Well, Marcella’s skirt.

“Suzi, Suzi Toussi,” the old man murmured for about the thousandth time since she’d shown up looking like Barbie Gone Wild, and the more he drank, the more he liked saying her name. “You are here. Thank God, we’re finally alone. This is wonderful. Champagne, yes?” He signaled to the waiter, then returned his full attention to her. “We must talk, Suzi. The day has been so…well, when my man, Gervais, told me you had come to Beranger’s this afternoon, I was astounded. Not in a hundred years would I have dreamed to see Suzanna Royale Toussi in Ciudad del Este…or, my dear”-he lowered his voice intimately, let out a soft burp, and continued-”that you would ever come to me so…so delightfully en déshabillé. You look lovely.”

Or like a cheap hooker, she thought, as the case may be, but actually, not so cheap. Besides the Get Out of Jail card she’d had to pony up for, Marceline had bargained hard for every piece of fashion she’d dragged out of her and Marcella’s closet. Suzi had never been afraid of a short skirt or a tight top in her life, but she didn’t have any illusions about how she looked.

Or any illusions about Levi Asher. He was rich for a reason, disgusting by nature, older than he appeared to realize, and getting drunker by the minute.

Just as well. She was hoping to catch him off his guard, get him to babble a bit, instead of just drool. If the old slimeball knew something, she wanted to know what.

She smiled. “Levi, we’re both a long way from London or New York right now.”

The waiter stepped forward to pour more champagne, while another refreshed the first course, bringing a second round of tapas.

Levi reached for a couple of bacon-wrapped dates and popped them in his mouth.

“Yes, a long way,” he said, chewing and leaning closer, his pale blue suit clinging to him in a dozen bad, sweaty ways. His hair was gray and very sparse across the top, his full face flushed with the heat, but his watery eyes were alight with excitement. “It’s the Sphinx, Suzi, she brought us here. She exists. She wasn’t just a figment of Howard Carter’s imagination. She is here. Now.”

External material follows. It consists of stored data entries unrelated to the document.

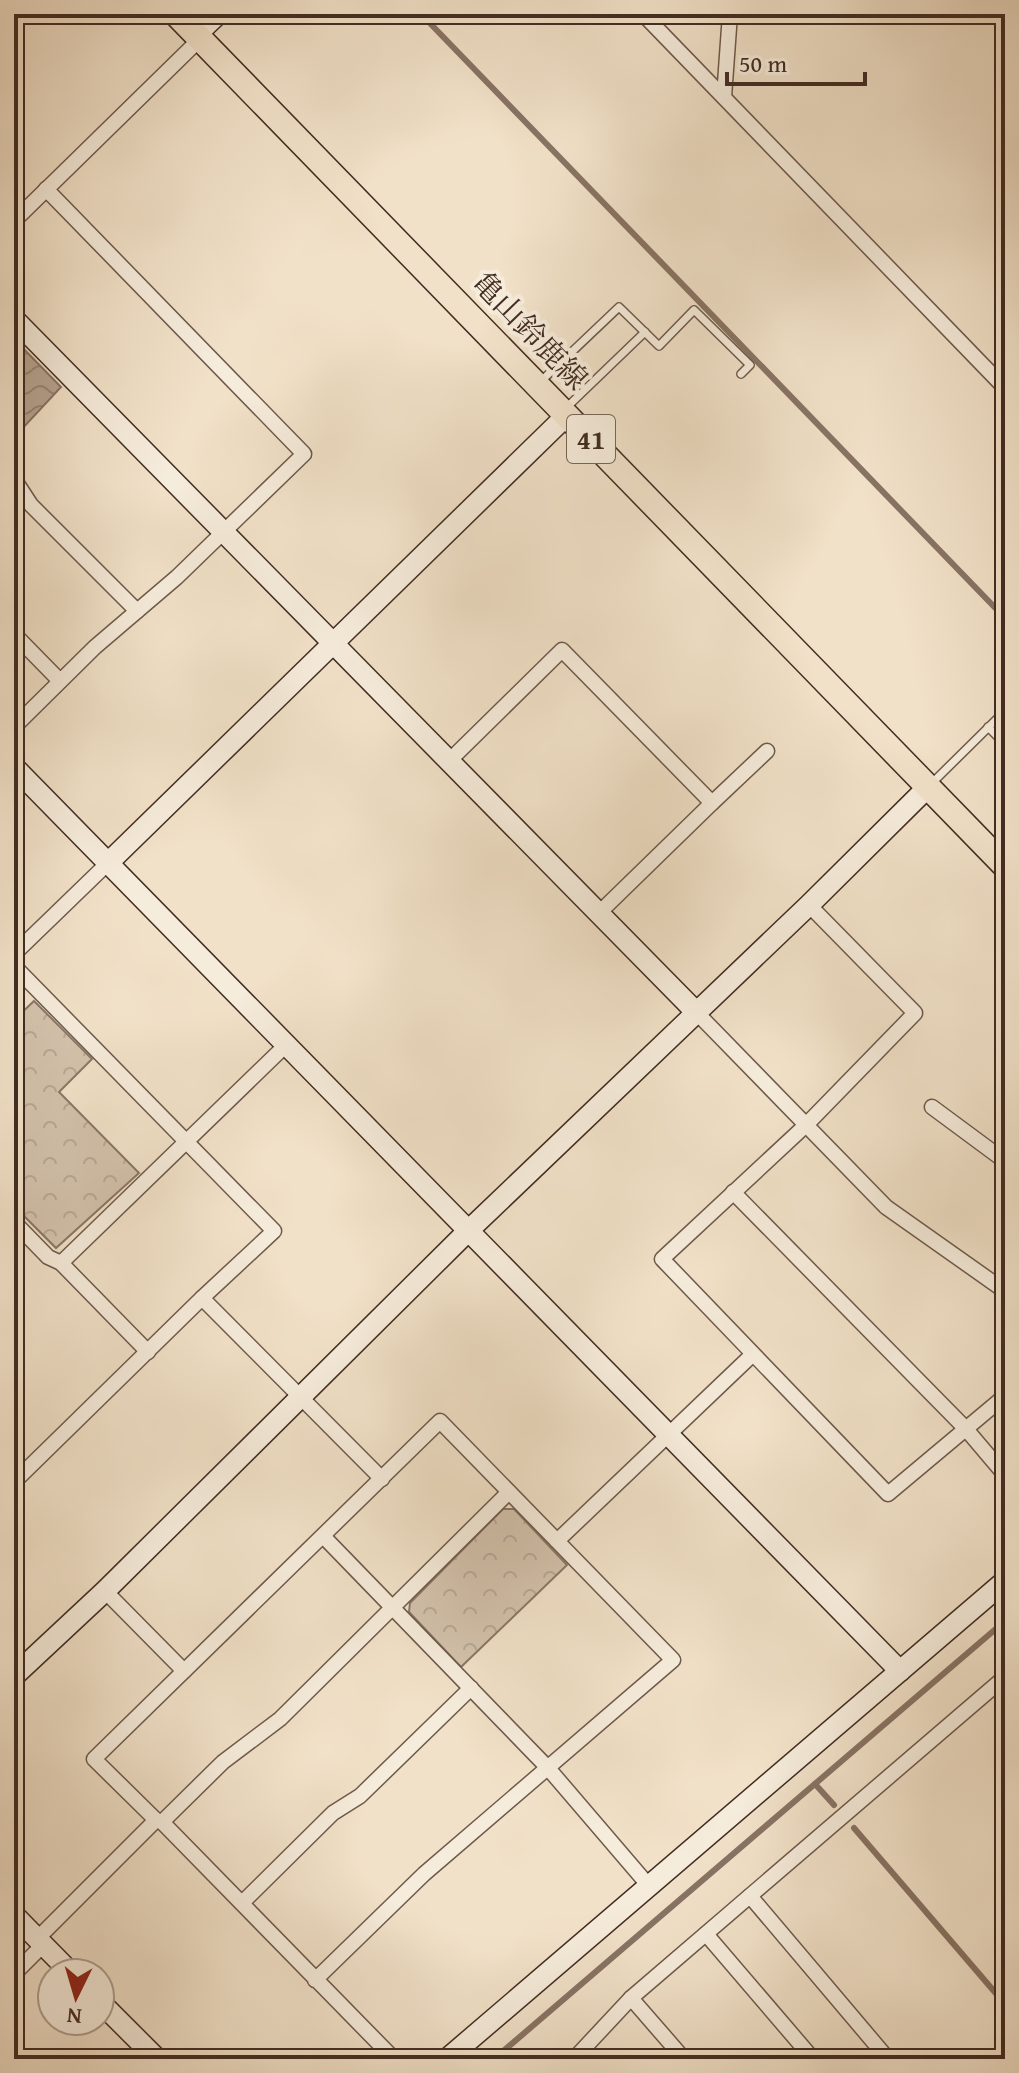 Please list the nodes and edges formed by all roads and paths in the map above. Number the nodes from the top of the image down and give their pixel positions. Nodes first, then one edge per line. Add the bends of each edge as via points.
1 (176, 14) edge
2 (218, 14) edge
3 (643, 14) edge
4 (730, 14) edge
5 (198, 37) junction
6 (724, 97) junction
7 (46, 189) junction
8 (14, 221) edge
9 (690, 312) junction
10 (14, 319) edge
11 (645, 332) junction
12 (732, 362) dead end
13 (741, 374) dead end
14 (538, 384) junction
15 (1005, 388) edge
16 (566, 413) junction
17 (14, 479) edge
18 (224, 532) junction
19 (137, 611) junction
20 (14, 634) edge
21 (333, 642) junction
22 (60, 681) junction
23 (1005, 711) edge
24 (14, 727) edge
25 (988, 727) junction
26 (1005, 744) edge
27 (767, 751) dead end
28 (449, 761) junction
29 (14, 767) edge
30 (929, 786) junction
31 (712, 803) junction
32 (107, 864) junction
33 (1005, 866) edge
34 (809, 905) junction
35 (598, 914) junction
36 (14, 954) edge
37 (14, 966) edge
38 (697, 1013) junction
39 (286, 1045) junction
40 (932, 1107) dead end
41 (806, 1125) junction
42 (186, 1144) junction
43 (1005, 1161) edge
44 (733, 1192) junction
45 (14, 1222) edge
46 (469, 1230) junction
47 (61, 1263) junction
48 (1005, 1291) edge
49 (202, 1298) junction
50 (148, 1352) junction
51 (752, 1355) junction
52 (1005, 1396) edge
53 (303, 1398) junction
54 (966, 1429) junction
55 (668, 1432) junction
56 (1005, 1475) edge
57 (382, 1479) junction
58 (14, 1482) edge
59 (509, 1492) junction
60 (323, 1536) junction
61 (557, 1541) junction
62 (1005, 1581) edge
63 (105, 1591) junction
64 (393, 1606) junction
65 (184, 1671) junction
66 (900, 1671) junction
67 (16, 1672) edge
68 (1005, 1677) edge
69 (471, 1688) junction
70 (548, 1768) junction
71 (159, 1821) junction
72 (649, 1886) junction
73 (750, 1896) junction
74 (242, 1903) junction
75 (14, 1915) edge
76 (706, 1934) junction
77 (40, 1942) junction
78 (55, 1957) edge
79 (14, 1974) edge
80 (315, 1980) junction
81 (631, 1998) junction
82 (116, 2018) edge
83 (157, 2059) edge
84 (394, 2059) edge
85 (447, 2059) edge
86 (574, 2059) edge
87 (684, 2059) edge
88 (813, 2059) edge
89 (888, 2059) edge

1 - 5 main road, 亀山鈴鹿線 / 41
2 - 5 street
3 - 6 street
4 - 6 street
5 - 7 street
5 - 14 main road, 亀山鈴鹿線 / 41
6 - 15 street
7 - 8 street
7 - 18 street via 304,454
9 - 11 lane via 659,346
9 - 12 lane via 737,358
9 - 13 lane via 694,310 750,365
10 - 18 street
11 - 14 lane via 619,307
11 - 16 lane
14 - 16 main road, 亀山鈴鹿線 / 41
16 - 21 street
16 - 30 main road, 亀山鈴鹿線 / 41
17 - 19 street via 31,505
18 - 19 street
18 - 21 street
19 - 22 street
20 - 22 street
21 - 28 street
21 - 32 street
22 - 24 street
23 - 25 lane
25 - 26 lane
25 - 30 lane
27 - 31 street
28 - 31 street via 562,650
28 - 35 street
29 - 32 street
30 - 33 main road, 亀山鈴鹿線 / 41
30 - 34 street
31 - 35 street
32 - 36 street
32 - 39 street
34 - 38 street
34 - 41 street via 915,1013
35 - 38 street
37 - 42 street
38 - 41 street
38 - 46 street
39 - 42 street
39 - 46 street
40 - 43 street
41 - 44 street
41 - 48 street via 886,1207
42 - 47 street
42 - 49 street via 274,1231
44 - 51 street via 662,1259
44 - 54 street
45 - 47 street via 48,1257
46 - 53 street
46 - 55 street
47 - 50 street
49 - 50 street
49 - 53 street
50 - 58 street
51 - 54 street via 888,1494
51 - 55 street
52 - 54 street
53 - 57 street
53 - 63 street
54 - 56 street
55 - 61 street
55 - 66 street
57 - 59 street via 440,1421
57 - 60 street
59 - 61 street
59 - 64 street
60 - 64 street
60 - 65 street
61 - 70 street via 673,1660
62 - 66 street
63 - 65 street
63 - 67 street
64 - 69 street
64 - 71 street via 280,1719
65 - 71 street via 94,1759
66 - 72 street
68 - 73 street
69 - 70 street
69 - 74 street
70 - 72 street
70 - 80 street via 424,1874
71 - 74 street
71 - 77 street
72 - 85 street
73 - 76 street
73 - 89 street
74 - 80 street
75 - 77 street
76 - 81 street
76 - 88 street
77 - 78 street
77 - 79 street
80 - 84 street
81 - 86 street
81 - 87 street
82 - 83 street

“Where?” she asked bluntly. That was the damn question of the day, and by her count, that was the third time she had successfully brought the conversation around to it, so far without much luck in getting an answer. “I was with Remy when the police came to the gallery. He told me you were in the viewing room with Esteban Ponce. We were headed that way, but when the police started destroying everything and the shooting started, I ran out the back.”

“You were very wise to do so, my dear, very wise.” For once, he patted her hand instead of her ass or her knee, then he picked up his glass of champagne, drained it in one go, signaled to the waiter again, and popped another bacon-wrapped date in his mouth.

The man was a consumption machine.

“What happened in there, Levi? Did you see it? Was it there? The Sphinx?”

“No,” he said, shaking his head, and another burp escaped him. “Beranger showed us a fake in the viewing room.” His gaze moved impatiently over the fresh plates of tapas, going from one to the other. “I knew what it was, of course, but Ponce thought it was authentic. Beranger took the fake with him, when he went to greet you, I’m guessing. Then the shooting started. Good God, the service in Third World countries is usually better.” Spotting a waiter across the way, he snapped his fingers in the air. “Why don’t we have any tapenade?” he muttered. “There’s always tapenade on a tapas tray.”